よくリーズナブルな居酒屋で飲んでいたが、音の洪水の中よく会話ができていたものだ、と 今更ながら感心する。
泥酔していると 会話内容というより 相手と話をしているという「状態」が保たれている事だけが重要になっているのかもしれない。

今回は 職場の飲み会ということと 仕事の上役が来ていたので 大人しく終わった。
酒を飲まない(飲めない)私は うまく喋ることもできず、ニコニコしながら なるべく話を盛り上げて、ビールジョッキの烏龍茶をすする。
22時にお開き。

飲み会のあとのぐだぐだ感が苦手
店の前でたむろして、帰るんだか、帰らないんだかわからない状態で冬の風に吹かれている状態。誰かが帰るまでなぜか帰ろうとしない
別にその集団から離れて帰途についたところで、その人の悪口が始まったり、残りのメンバで 本当の飲み会が開催される訳ではないことは 知っている。
いわゆる人間の本能である 「Fear of Missing Out(FOMO):他人が経験している楽しいことや重要な出来事を逃しているかもしれないという恐怖」が 酔っ払いを店の前にたむろさせているのではなかろうか。
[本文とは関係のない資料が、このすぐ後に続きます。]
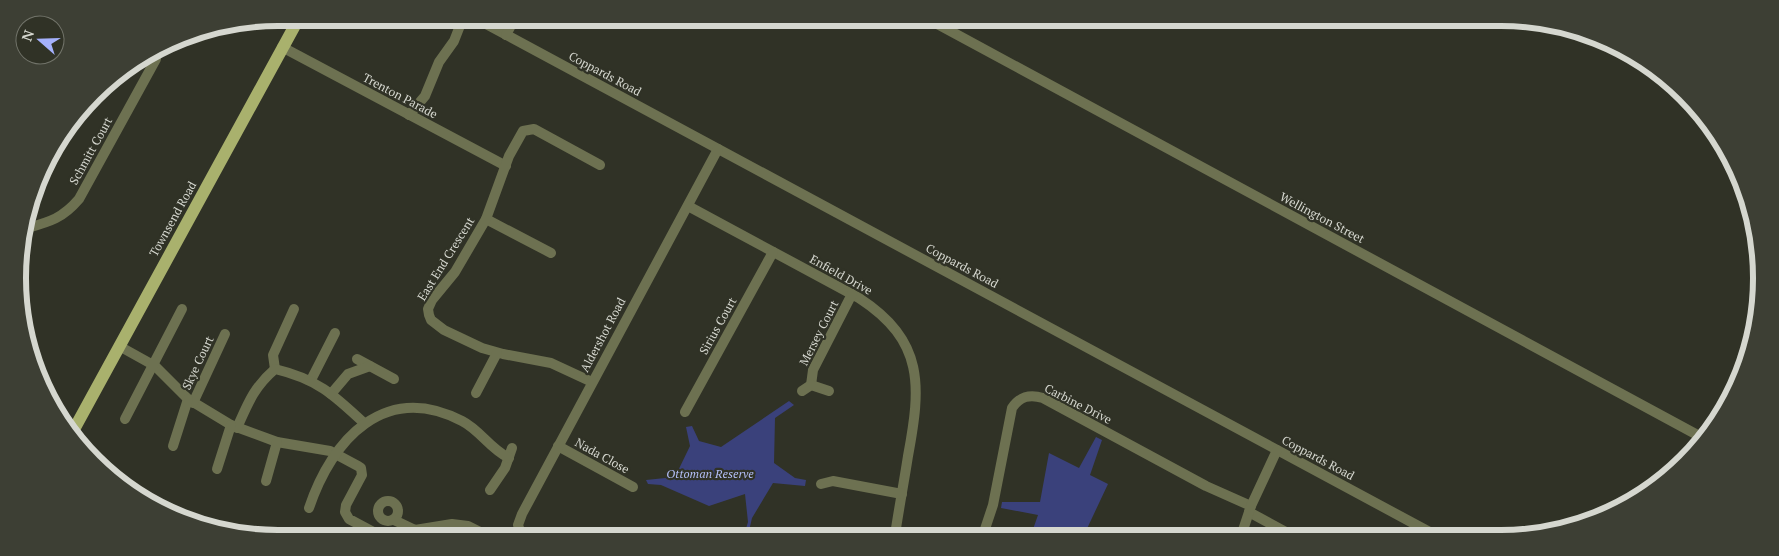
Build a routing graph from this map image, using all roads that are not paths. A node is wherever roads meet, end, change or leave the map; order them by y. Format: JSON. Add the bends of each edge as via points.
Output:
{"nodes":[{"id":1,"x":294,"y":26,"type":"edge"},
{"id":2,"x":460,"y":26,"type":"edge"},
{"id":3,"x":490,"y":26,"type":"edge"},
{"id":4,"x":511,"y":26,"type":"edge"},
{"id":5,"x":941,"y":26,"type":"edge"},
{"id":6,"x":506,"y":35,"type":"junction"},
{"id":7,"x":282,"y":48,"type":"junction"},
{"id":8,"x":156,"y":59,"type":"dead end"},
{"id":9,"x":409,"y":115,"type":"junction"},
{"id":10,"x":718,"y":149,"type":"junction"},
{"id":11,"x":600,"y":164,"type":"dead end"},
{"id":12,"x":506,"y":166,"type":"junction"},
{"id":13,"x":688,"y":206,"type":"junction"},
{"id":14,"x":486,"y":219,"type":"junction"},
{"id":15,"x":32,"y":227,"type":"edge"},
{"id":16,"x":773,"y":252,"type":"junction"},
{"id":17,"x":552,"y":253,"type":"dead end"},
{"id":18,"x":852,"y":294,"type":"junction"},
{"id":19,"x":182,"y":309,"type":"dead end"},
{"id":20,"x":294,"y":309,"type":"dead end"},
{"id":21,"x":335,"y":333,"type":"dead end"},
{"id":22,"x":225,"y":334,"type":"dead end"},
{"id":23,"x":119,"y":346,"type":"junction"},
{"id":24,"x":497,"y":353,"type":"junction"},
{"id":25,"x":357,"y":359,"type":"dead end"},
{"id":26,"x":155,"y":366,"type":"junction"},
{"id":27,"x":370,"y":366,"type":"junction"},
{"id":28,"x":274,"y":368,"type":"junction"},
{"id":29,"x":394,"y":378,"type":"dead end"},
{"id":30,"x":311,"y":380,"type":"junction"},
{"id":31,"x":592,"y":382,"type":"junction"},
{"id":32,"x":811,"y":384,"type":"junction"},
{"id":33,"x":828,"y":390,"type":"dead end"},
{"id":34,"x":802,"y":391,"type":"dead end"},
{"id":35,"x":476,"y":393,"type":"dead end"},
{"id":36,"x":331,"y":394,"type":"junction"},
{"id":37,"x":190,"y":401,"type":"junction"},
{"id":38,"x":685,"y":412,"type":"dead end"},
{"id":39,"x":125,"y":419,"type":"dead end"},
{"id":40,"x":364,"y":423,"type":"junction"},
{"id":41,"x":234,"y":426,"type":"junction"},
{"id":42,"x":75,"y":427,"type":"edge"},
{"id":43,"x":1697,"y":435,"type":"edge"},
{"id":44,"x":277,"y":442,"type":"junction"},
{"id":45,"x":173,"y":446,"type":"dead end"},
{"id":46,"x":558,"y":446,"type":"junction"},
{"id":47,"x":1277,"y":450,"type":"junction"},
{"id":48,"x":335,"y":454,"type":"junction"},
{"id":49,"x":217,"y":469,"type":"dead end"},
{"id":50,"x":266,"y":481,"type":"dead end"},
{"id":51,"x":821,"y":484,"type":"dead end"},
{"id":52,"x":633,"y":487,"type":"dead end"},
{"id":53,"x":490,"y":490,"type":"dead end"},
{"id":54,"x":902,"y":494,"type":"junction"},
{"id":55,"x":309,"y":508,"type":"dead end"},
{"id":56,"x":1250,"y":509,"type":"junction"},
{"id":57,"x":394,"y":520,"type":"dead end"},
{"id":58,"x":370,"y":530,"type":"edge"},
{"id":59,"x":415,"y":530,"type":"edge"},
{"id":60,"x":415,"y":530,"type":"edge"},
{"id":61,"x":476,"y":530,"type":"edge"},
{"id":62,"x":519,"y":530,"type":"edge"},
{"id":63,"x":896,"y":530,"type":"edge"},
{"id":64,"x":985,"y":530,"type":"edge"},
{"id":65,"x":1243,"y":530,"type":"edge"},
{"id":66,"x":1283,"y":530,"type":"edge"},
{"id":67,"x":1426,"y":530,"type":"edge"}],
"edges":[{"from":1,"to":7,"type":"main road","name":"Townsend Road"},
{"from":2,"to":9,"type":"street","via":[[439,62],[425,96]]},
{"from":3,"to":6,"type":"street","name":"Coppards Road"},
{"from":4,"to":6,"type":"street"},
{"from":5,"to":43,"type":"street","name":"Wellington Street"},
{"from":6,"to":10,"type":"street","name":"Coppards Road"},
{"from":7,"to":9,"type":"street","name":"Trenton Parade"},
{"from":7,"to":23,"type":"main road","name":"Townsend Road"},
{"from":8,"to":15,"type":"street","name":"Schmitt Court","via":[[79,199],[67,213]]},
{"from":9,"to":12,"type":"street","name":"Trenton Parade"},
{"from":10,"to":13,"type":"street","name":"Aldershot Road"},
{"from":10,"to":47,"type":"street","name":"Coppards Road"},
{"from":11,"to":12,"type":"street","name":"East End Crescent","via":[[528,128],[520,134]]},
{"from":12,"to":14,"type":"street","name":"East End Crescent"},
{"from":13,"to":16,"type":"street","name":"Enfield Drive"},
{"from":13,"to":31,"type":"street","name":"Aldershot Road"},
{"from":14,"to":17,"type":"street"},
{"from":14,"to":24,"type":"street","name":"East End Crescent","via":[[462,261],[428,309],[431,320],[444,330]]},
{"from":16,"to":18,"type":"street","name":"Enfield Drive"},
{"from":16,"to":38,"type":"street","name":"Sirius Court"},
{"from":18,"to":32,"type":"street","name":"Mersey Court","via":[[812,370]]},
{"from":18,"to":54,"type":"street","name":"Enfield Drive","via":[[882,314],[900,336],[912,362],[917,402]]},
{"from":19,"to":26,"type":"street"},
{"from":20,"to":28,"type":"street","via":[[273,355]]},
{"from":21,"to":30,"type":"street"},
{"from":22,"to":37,"type":"street","name":"Skye Court"},
{"from":23,"to":26,"type":"street"},
{"from":23,"to":42,"type":"main road","name":"Townsend Road"},
{"from":24,"to":31,"type":"street","name":"East End Crescent","via":[[551,363]]},
{"from":24,"to":35,"type":"street"},
{"from":25,"to":27,"type":"street"},
{"from":26,"to":37,"type":"street"},
{"from":26,"to":39,"type":"street"},
{"from":27,"to":29,"type":"street"},
{"from":27,"to":36,"type":"street","via":[[348,374]]},
{"from":28,"to":30,"type":"street"},
{"from":28,"to":41,"type":"street","via":[[258,384]]},
{"from":30,"to":36,"type":"street"},
{"from":31,"to":46,"type":"street","name":"Aldershot Road"},
{"from":32,"to":33,"type":"street","name":"Mersey Court"},
{"from":32,"to":34,"type":"street","name":"Mersey Court"},
{"from":36,"to":40,"type":"street"},
{"from":37,"to":41,"type":"street"},
{"from":37,"to":45,"type":"street","name":"Skye Court"},
{"from":40,"to":48,"type":"street"},
{"from":40,"to":53,"type":"street","via":[[392,410],[418,408],[432,409],[465,422],[494,450],[511,453]]},
{"from":41,"to":44,"type":"street"},
{"from":41,"to":49,"type":"street"},
{"from":44,"to":48,"type":"street"},
{"from":44,"to":50,"type":"street"},
{"from":46,"to":52,"type":"street","name":"Nada Close"},
{"from":46,"to":62,"type":"street","name":"Aldershot Road","via":[[522,514]]},
{"from":47,"to":56,"type":"street"},
{"from":47,"to":67,"type":"street","name":"Coppards Road"},
{"from":48,"to":55,"type":"street","via":[[321,476]]},
{"from":48,"to":58,"type":"street","via":[[362,472],[361,480],[346,505],[346,516]]},
{"from":51,"to":54,"type":"street","via":[[833,481]]},
{"from":54,"to":63,"type":"street","name":"Enfield Drive"},
{"from":56,"to":64,"type":"street","name":"Carbine Drive","via":[[1043,398],[1027,396],[1012,408],[993,505]]},
{"from":56,"to":65,"type":"street"},
{"from":56,"to":66,"type":"street","name":"Carbine Drive"},
{"from":57,"to":59,"type":"street"},
{"from":60,"to":61,"type":"street","via":[[452,524]]}]}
私は 大酒飲みの頃から 飲み会のあとはさっさと帰ることにしている。泥酔していてたら、場の空気など読まず(読めず)、余計にさっさと帰途についていた。

なお、飲み会のあと 一人帰宅するときは寂しいというか、ほんの僅かに 酔いが覚める気がする。

多分、私は酒を飲んで集団で多少 騒いで充電できれば、集団を離れることが必要となるタイプだったのかもしれない。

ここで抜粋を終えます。